Yükleniyor...
Kazakistan, Türk Dünyası’nın bir parçasıdır. Tarihimizdeki ilk büyük hâkimiyetler olan Hunların ve Göktürklerin doğrudan mirasçısıdır.
Türk Dünyası’nın neresinde bir olay olursa bizi ilgilendirir. Tarihin getirdiği şartlar içinde ayrı devletler hâlinde ortaya çıkan Türk halklarının iç işlerine karışmayız; ancak kötü olaylara üzülür, iyi olaylara seviniriz.
Kazakistan’daki olaylar son derece endişe vericidir. Dünyanın her tarafındaki Türkler meselelerini, meşru yollarla ve sükûnet içinde halletmelidirler. Yöneticiler de vatandaşlarına adaletle ve eşit davranmakla yükümlü olduklarını bir an için akıldan çıkarmamalıdırlar. İnsanların demokratik haklarına saygı gösterilmeli, ülkenin kaynaklarından elde edilen servet ülke yararına kullanılmalı ve âdil bir şekilde paylaşılmalıdır.
Yöneticiler bir yandan vatandaşlarını şefkatle kucaklarken bir yandan da ülkelerine yerleşerek halkın güvenliğini ve devletin istikrarını bozucu faaliyet gösteren unsurlara karşı son derece dikkatli ve uyanık olmalıdırlar. Hiçbir Türk devleti bu tür radikal ve ideolojik unsurlara ülkelerinde müsaade etmemelidir.
Her Türk devleti kendi iç meselesini kendisi çözmelidir. Dışarıdan yardım almak amaca uygun sonuç doğurmayabilir. Türk devletlerinin vatandaşları ancak güçlü bir bağımsızlık duygusuyla yaşayabilirler ve içinde bulundukları şartları gerçekçi biçimde değerlendirip bilim yolundan giderek ilerleyebilirler. Her türlü tehdide karşı dayanışma içinde birbirlerine tutunarak varlıklarını ve bağımsızlıklarını koruyabilirler.
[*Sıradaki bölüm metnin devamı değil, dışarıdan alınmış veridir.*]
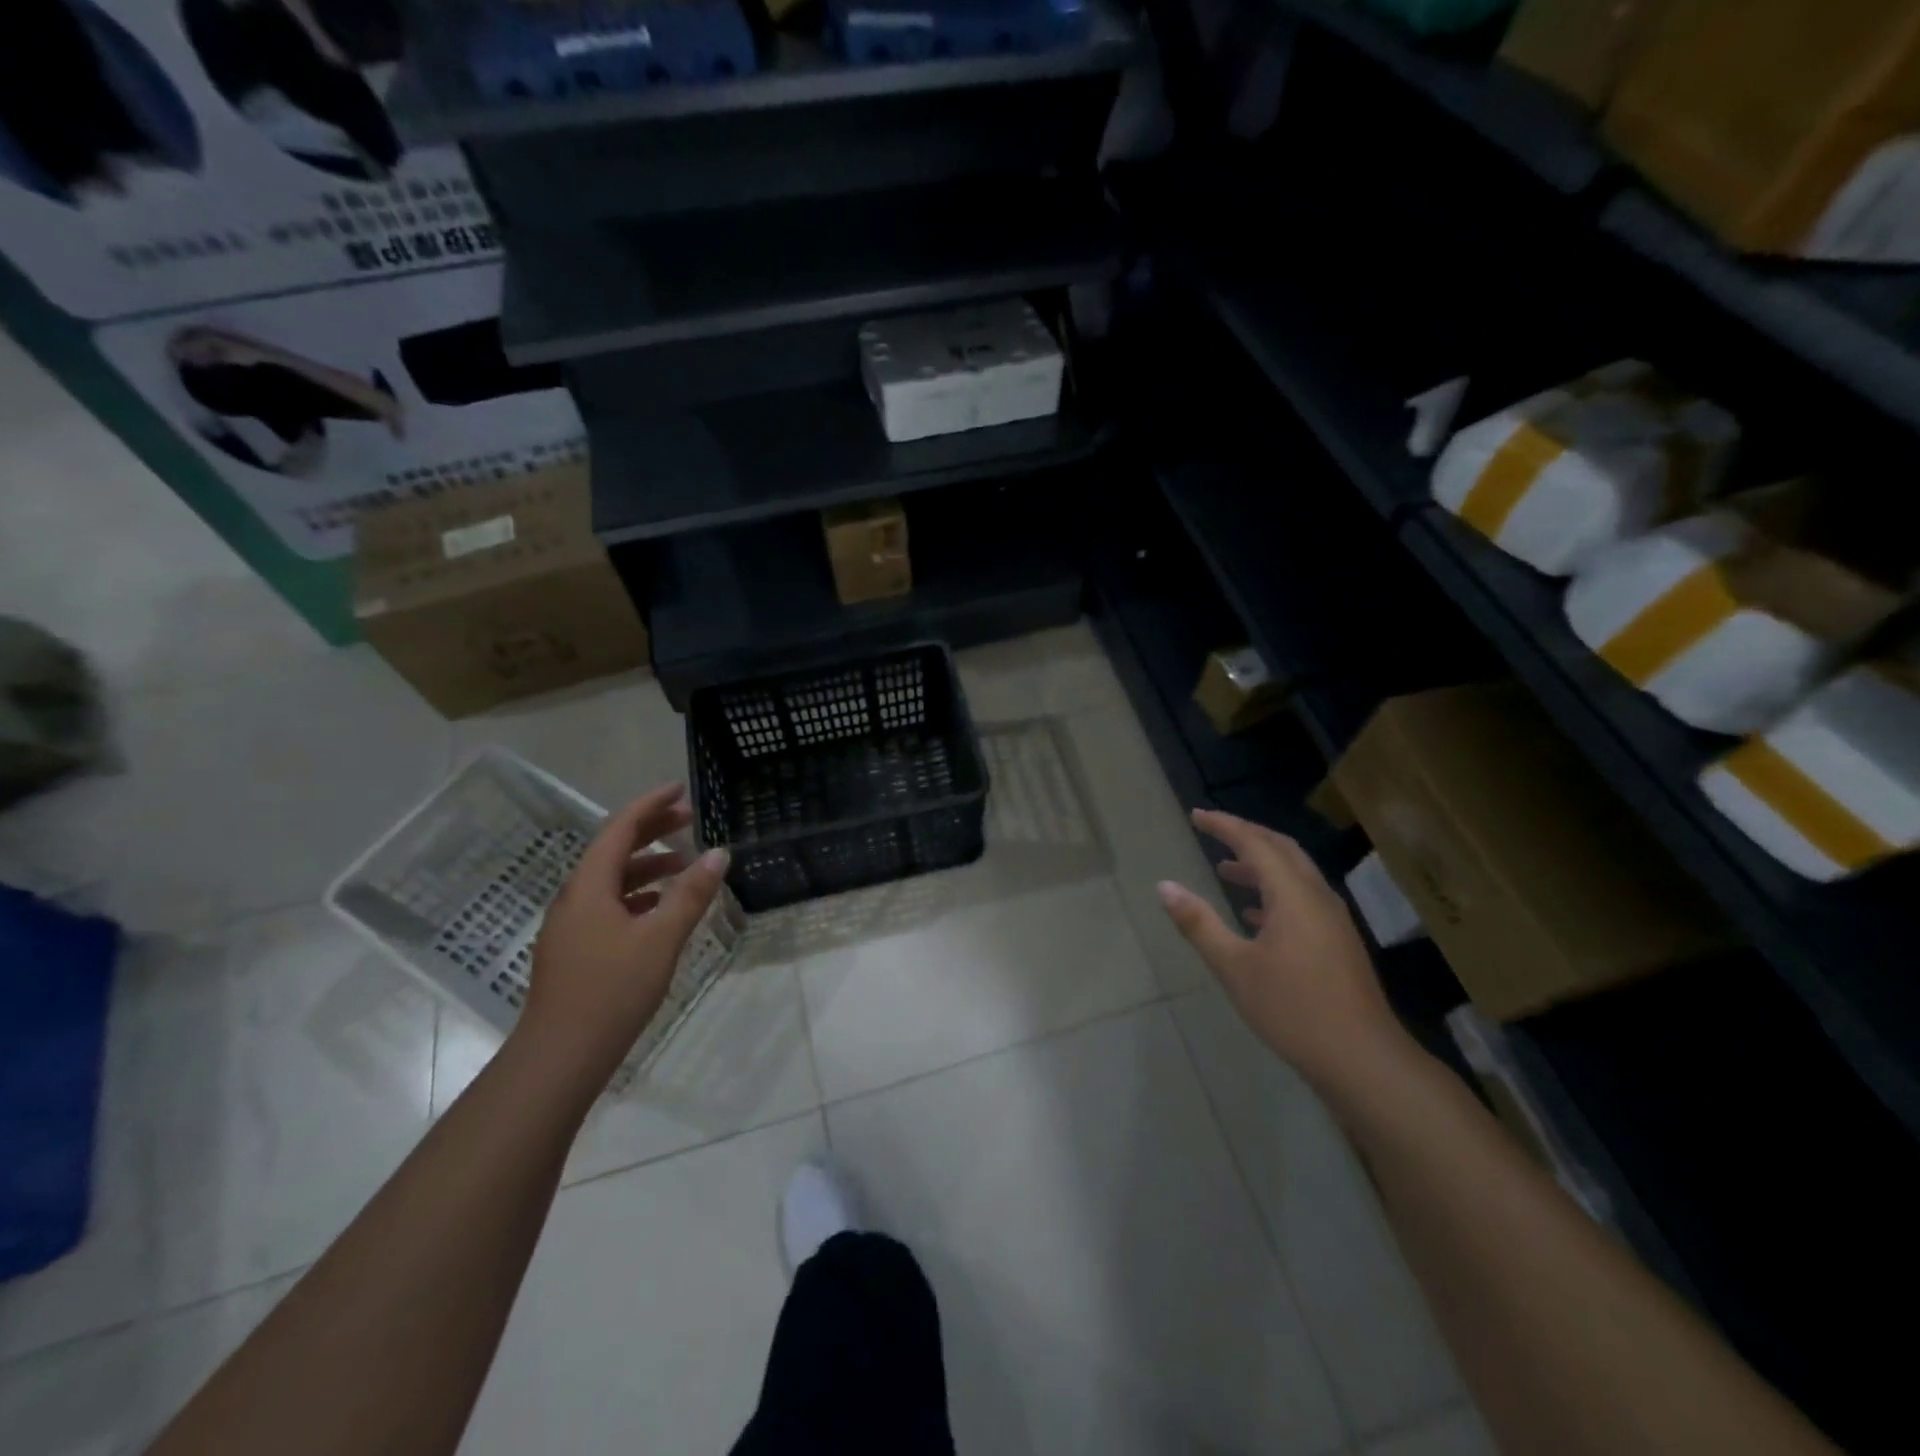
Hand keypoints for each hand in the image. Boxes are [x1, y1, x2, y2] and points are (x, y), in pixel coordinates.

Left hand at [515, 784, 730, 1092]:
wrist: (560, 1057)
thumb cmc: (612, 990)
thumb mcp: (660, 938)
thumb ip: (691, 894)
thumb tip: (719, 853)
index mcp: (588, 887)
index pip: (619, 829)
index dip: (650, 805)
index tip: (680, 788)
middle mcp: (575, 898)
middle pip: (613, 851)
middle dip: (652, 831)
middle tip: (690, 818)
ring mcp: (572, 926)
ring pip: (612, 880)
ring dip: (648, 865)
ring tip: (685, 863)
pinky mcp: (576, 950)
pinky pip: (610, 905)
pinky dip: (639, 895)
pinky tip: (662, 908)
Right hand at [1157, 809, 1409, 1090]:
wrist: (1363, 1059)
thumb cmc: (1293, 1009)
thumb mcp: (1234, 967)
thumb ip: (1199, 923)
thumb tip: (1165, 886)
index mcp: (1293, 895)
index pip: (1255, 844)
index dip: (1224, 826)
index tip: (1196, 815)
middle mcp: (1317, 897)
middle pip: (1281, 849)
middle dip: (1246, 836)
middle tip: (1213, 830)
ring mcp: (1332, 920)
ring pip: (1294, 875)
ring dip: (1260, 865)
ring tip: (1224, 869)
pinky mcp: (1338, 942)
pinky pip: (1302, 899)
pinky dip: (1274, 892)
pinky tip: (1253, 914)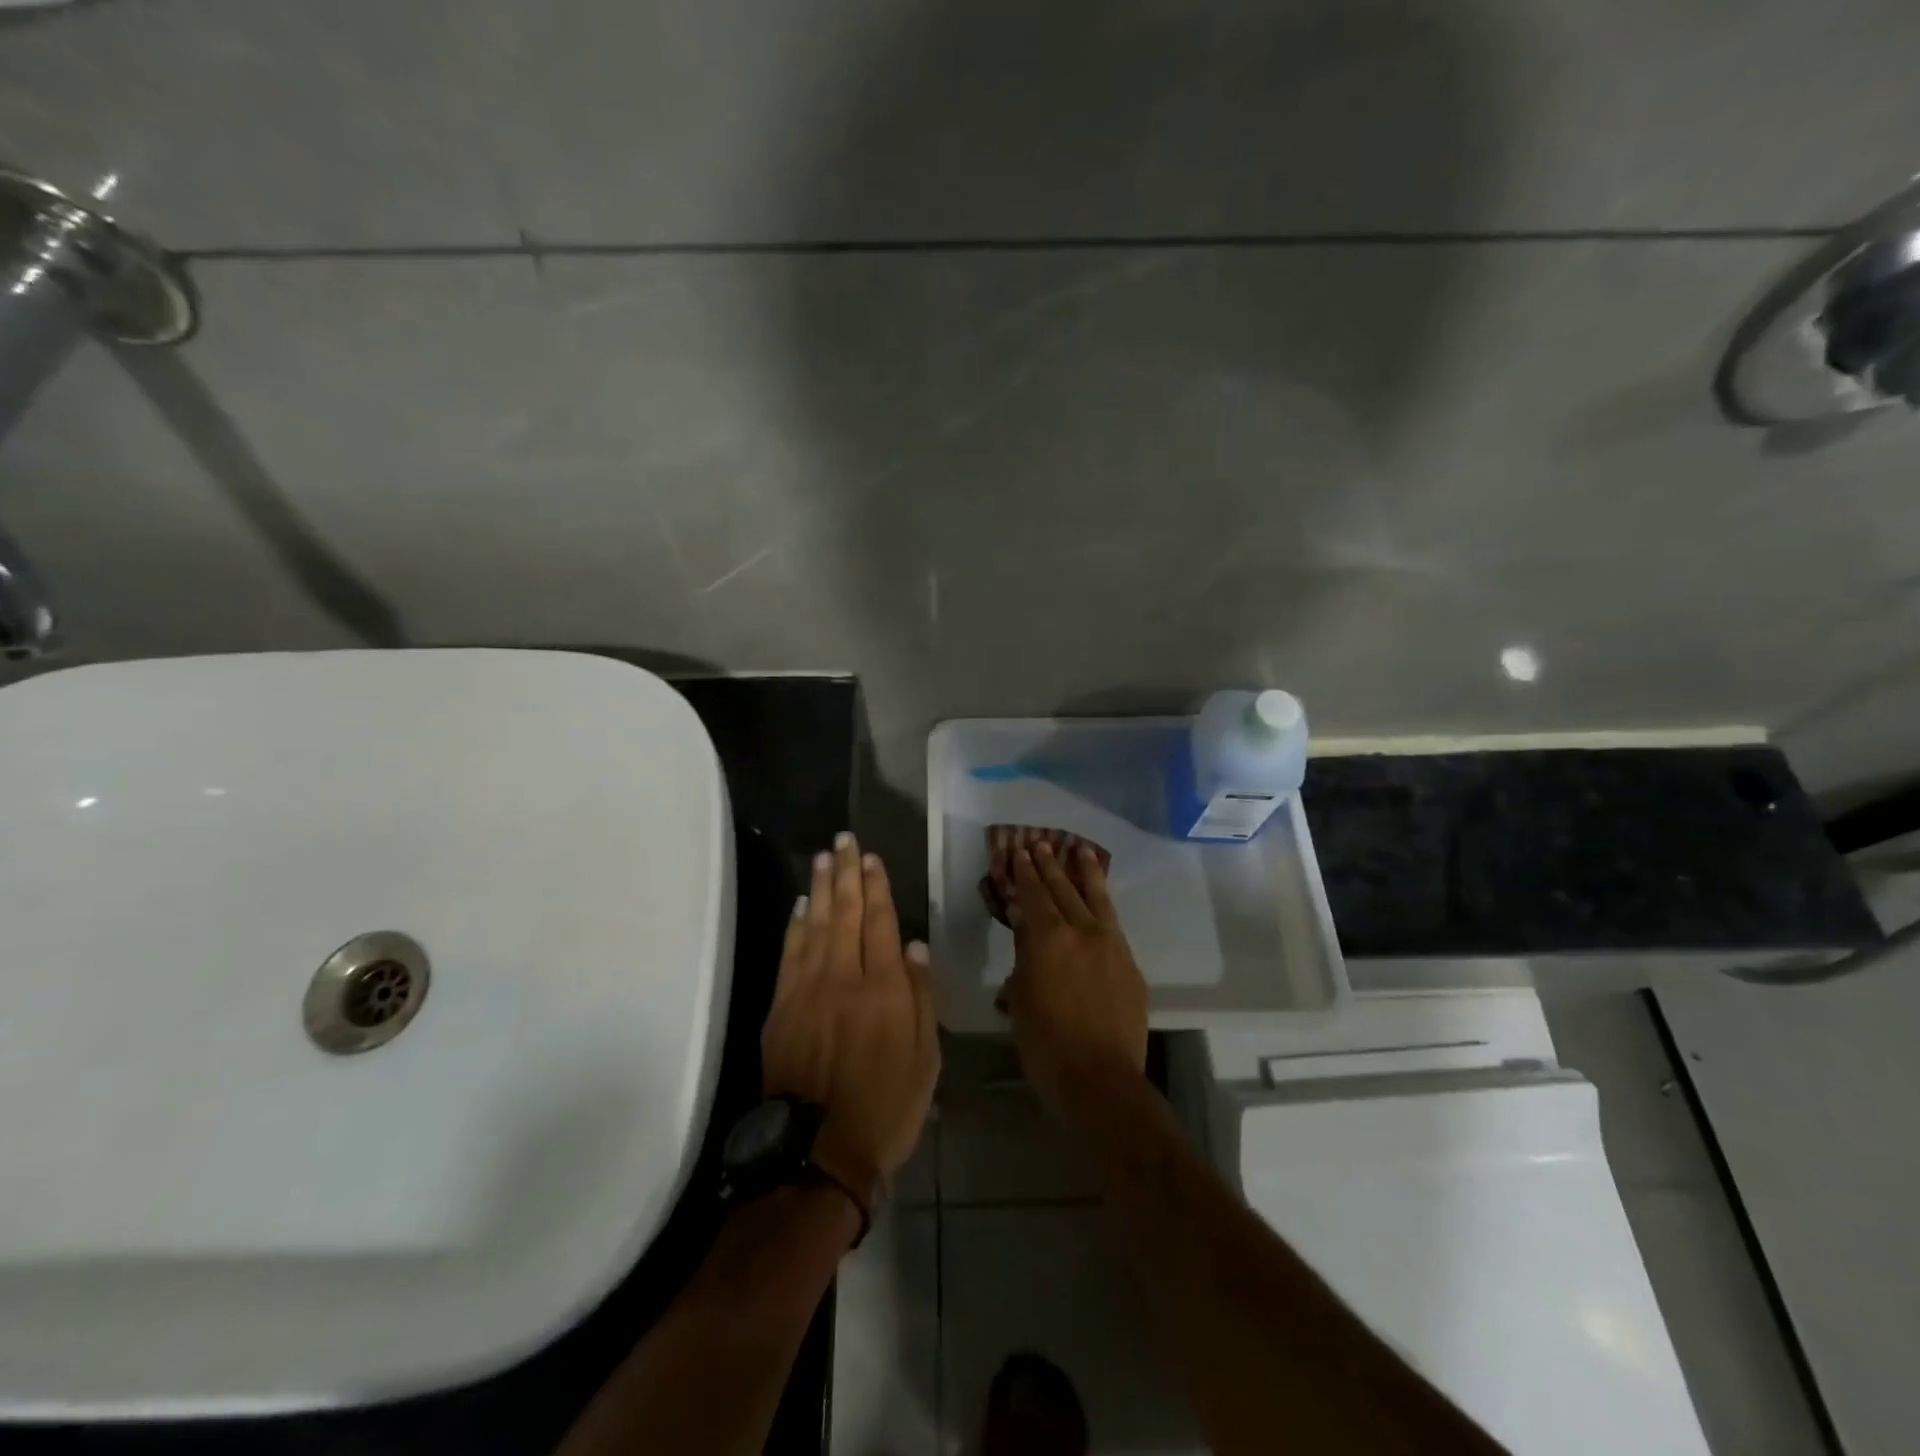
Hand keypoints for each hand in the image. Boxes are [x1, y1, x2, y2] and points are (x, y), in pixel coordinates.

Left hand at [760, 832, 939, 1210]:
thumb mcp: (925, 1058)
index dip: (876, 887)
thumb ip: (921, 997)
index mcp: (884, 988)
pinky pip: (789, 953)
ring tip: (824, 857)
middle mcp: (844, 977)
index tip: (872, 858)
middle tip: (845, 840)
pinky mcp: (781, 1007)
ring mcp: (807, 990)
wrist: (818, 1151)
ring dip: (820, 888)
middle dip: (847, 873)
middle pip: (845, 913)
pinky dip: (795, 924)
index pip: (880, 923)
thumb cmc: (886, 1107)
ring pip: (814, 925)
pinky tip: (799, 905)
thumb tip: (915, 946)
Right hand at [1002, 840, 1149, 1125]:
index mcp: (1048, 939)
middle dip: (1050, 865)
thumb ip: (1023, 959)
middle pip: (1063, 890)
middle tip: (1041, 843)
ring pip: (1096, 899)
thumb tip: (1024, 930)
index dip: (1025, 873)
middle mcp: (1081, 932)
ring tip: (1080, 849)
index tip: (1019, 852)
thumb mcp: (1020, 999)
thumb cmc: (1045, 1045)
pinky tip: (1100, 900)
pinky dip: (1103, 905)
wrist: (1101, 1080)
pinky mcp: (1130, 965)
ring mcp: (1111, 946)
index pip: (1034, 895)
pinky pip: (1114, 924)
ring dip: (1086, 873)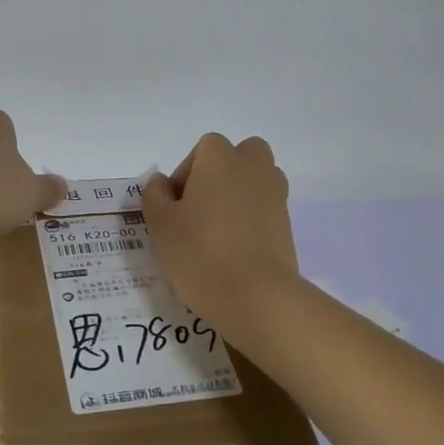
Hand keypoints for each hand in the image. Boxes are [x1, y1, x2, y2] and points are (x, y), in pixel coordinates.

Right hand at [142, 133, 297, 329]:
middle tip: (200, 208)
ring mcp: (276, 195)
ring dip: (239, 194)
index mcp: (220, 158)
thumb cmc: (200, 252)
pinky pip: (266, 209)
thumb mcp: (161, 225)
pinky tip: (235, 249)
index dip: (186, 174)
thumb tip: (161, 182)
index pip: (203, 149)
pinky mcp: (288, 224)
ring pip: (257, 180)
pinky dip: (252, 219)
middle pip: (240, 155)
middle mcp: (253, 167)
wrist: (255, 295)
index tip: (175, 206)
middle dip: (221, 174)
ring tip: (218, 230)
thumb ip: (155, 196)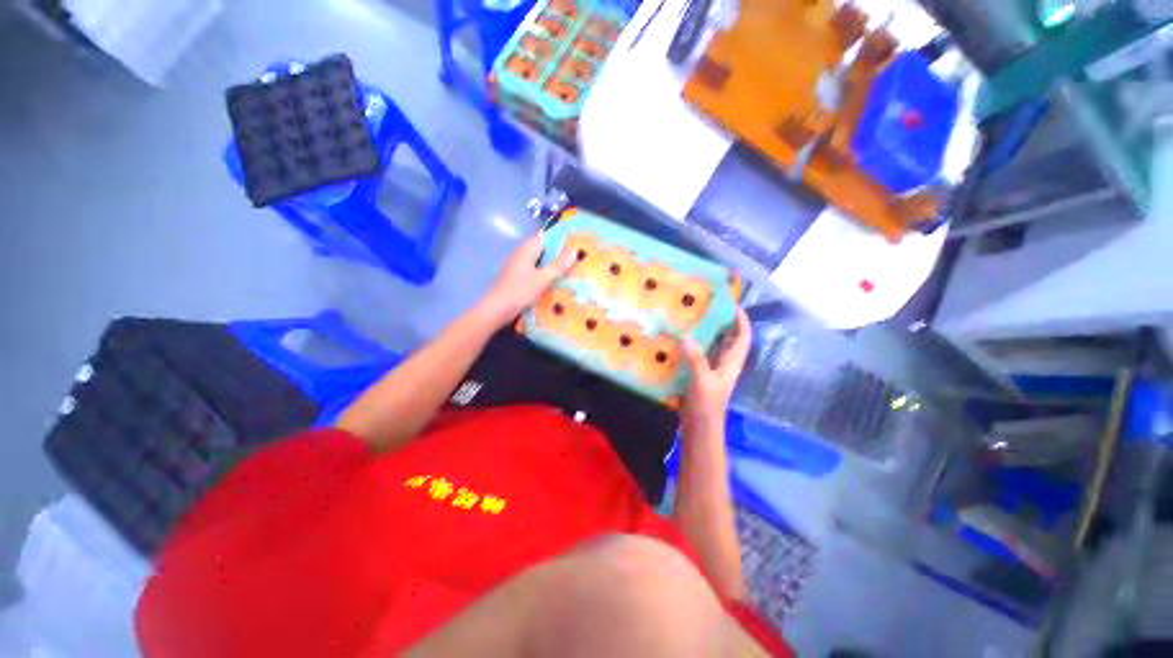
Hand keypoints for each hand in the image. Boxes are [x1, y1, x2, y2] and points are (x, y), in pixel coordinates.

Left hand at [480, 232, 574, 326]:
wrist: (497, 308)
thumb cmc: (520, 291)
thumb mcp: (543, 278)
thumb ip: (559, 265)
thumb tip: (574, 249)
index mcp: (527, 250)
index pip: (544, 236)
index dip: (559, 237)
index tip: (574, 241)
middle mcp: (521, 254)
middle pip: (541, 248)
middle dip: (557, 251)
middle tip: (574, 257)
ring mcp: (518, 266)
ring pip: (538, 259)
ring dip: (551, 262)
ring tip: (568, 269)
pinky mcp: (517, 277)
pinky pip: (533, 269)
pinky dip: (544, 272)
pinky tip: (552, 281)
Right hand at [680, 308, 751, 432]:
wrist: (700, 427)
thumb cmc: (706, 405)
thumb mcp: (702, 380)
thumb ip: (696, 358)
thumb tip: (685, 336)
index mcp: (731, 363)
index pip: (743, 338)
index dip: (742, 321)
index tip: (733, 305)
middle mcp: (725, 364)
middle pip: (729, 339)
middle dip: (723, 323)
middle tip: (707, 308)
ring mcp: (712, 369)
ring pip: (714, 346)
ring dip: (707, 333)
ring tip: (693, 319)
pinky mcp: (700, 374)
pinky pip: (700, 354)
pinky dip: (693, 345)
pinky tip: (680, 340)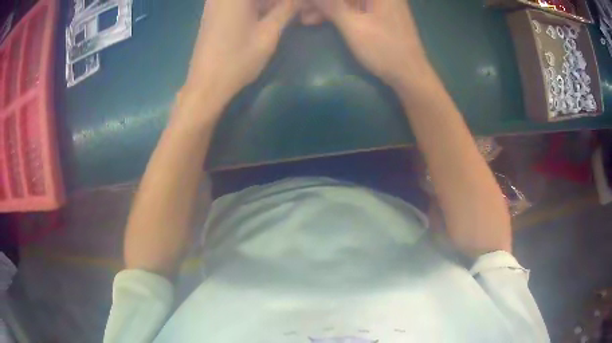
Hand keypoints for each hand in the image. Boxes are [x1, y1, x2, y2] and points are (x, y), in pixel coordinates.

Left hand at [184, 0, 296, 99]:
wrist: (206, 85)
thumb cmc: (238, 59)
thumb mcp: (269, 33)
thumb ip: (287, 9)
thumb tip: (299, 0)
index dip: (284, 1)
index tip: (296, 7)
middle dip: (276, 2)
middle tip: (292, 10)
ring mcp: (215, 2)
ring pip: (249, 0)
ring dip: (266, 4)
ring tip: (283, 13)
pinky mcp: (213, 12)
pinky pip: (238, 3)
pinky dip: (254, 7)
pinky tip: (266, 15)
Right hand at [312, 0, 431, 88]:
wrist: (409, 74)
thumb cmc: (384, 49)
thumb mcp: (353, 26)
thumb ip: (331, 5)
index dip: (321, 0)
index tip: (303, 5)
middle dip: (323, 2)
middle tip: (301, 11)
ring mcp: (381, 2)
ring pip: (348, 0)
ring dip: (327, 7)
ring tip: (306, 19)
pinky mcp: (379, 11)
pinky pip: (354, 6)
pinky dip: (338, 12)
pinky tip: (321, 19)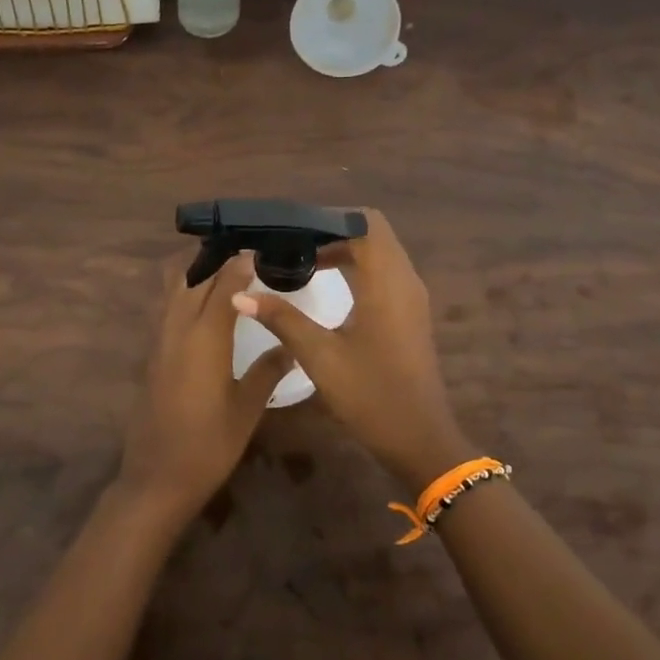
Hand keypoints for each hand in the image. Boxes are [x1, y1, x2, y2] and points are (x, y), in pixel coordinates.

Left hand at [118, 251, 288, 521]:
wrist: (157, 478)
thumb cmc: (209, 445)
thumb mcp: (247, 408)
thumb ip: (269, 370)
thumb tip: (292, 345)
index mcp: (205, 337)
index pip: (223, 285)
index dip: (240, 263)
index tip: (259, 248)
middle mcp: (177, 329)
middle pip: (192, 276)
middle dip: (215, 258)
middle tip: (245, 250)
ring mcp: (159, 340)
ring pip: (173, 288)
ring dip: (195, 271)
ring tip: (224, 267)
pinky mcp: (152, 353)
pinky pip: (167, 307)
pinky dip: (184, 292)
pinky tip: (205, 303)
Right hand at [233, 208, 473, 490]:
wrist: (419, 440)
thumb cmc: (371, 395)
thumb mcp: (320, 356)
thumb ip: (281, 319)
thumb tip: (240, 294)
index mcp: (386, 282)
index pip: (364, 223)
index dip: (329, 219)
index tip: (292, 229)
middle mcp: (404, 280)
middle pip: (372, 233)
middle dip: (333, 231)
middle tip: (293, 242)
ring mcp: (411, 298)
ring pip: (379, 253)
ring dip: (345, 249)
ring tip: (303, 259)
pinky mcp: (409, 314)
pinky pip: (384, 272)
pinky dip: (357, 267)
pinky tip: (328, 285)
Ayrıca milletlerin ve ülkelerin yönü birkaç günlük, birkaç haftalık, hatta birkaç yıllık olaylarla değerlendirilmez. Tarihin gidişine uzun zamanlı bir gözle bakmak gerekir. 1990’ların başında beş bağımsız Türk devletinin ortaya çıkışı çok önemli bir gelişmedir. Egemen eşit devletler arasında kurulan ve içişlerine karışmamayı ilke edilen Türk Devletleri Teşkilatının kuruluşu da çok önemlidir. Otuz yıl içerisinde büyük yol alınmıştır. Türk Devletleri Teşkilatının ve üyelerinin kendilerine tanınan yetkileri aşarak askerî müdahil olmasını beklemek haksızlıktır. Zira bu teşkilat henüz emekleme hâlinde olan birlikte hareketin ilk aşamasıdır. Bu aşamada gelişme evresiyle orantılı olmayan eylemlerin beklenmesi, güçlükle ulaşılan mevcut düzeyin de sonunu getirir.
Türk birliğine inanmak sadece duygusal bir yaklaşımla açıklanamaz. Yalnız bir ulusa mensup Türk devletlerinin geleceklerinin güvencesi dayanışma içinde olmalarına bağlıdır. Amaç bütün Türklerin geleceklerini güven, istikrar ve refah içinde geçirmeleridir.
ALGA KAZAKSTAN! (İleri Kazakistan!)
Yaşasın Türk Devletleri Teşkilatı!
Yaşasın Türkistan’da güvenlik ve istikrarı sağlayan iş birliği!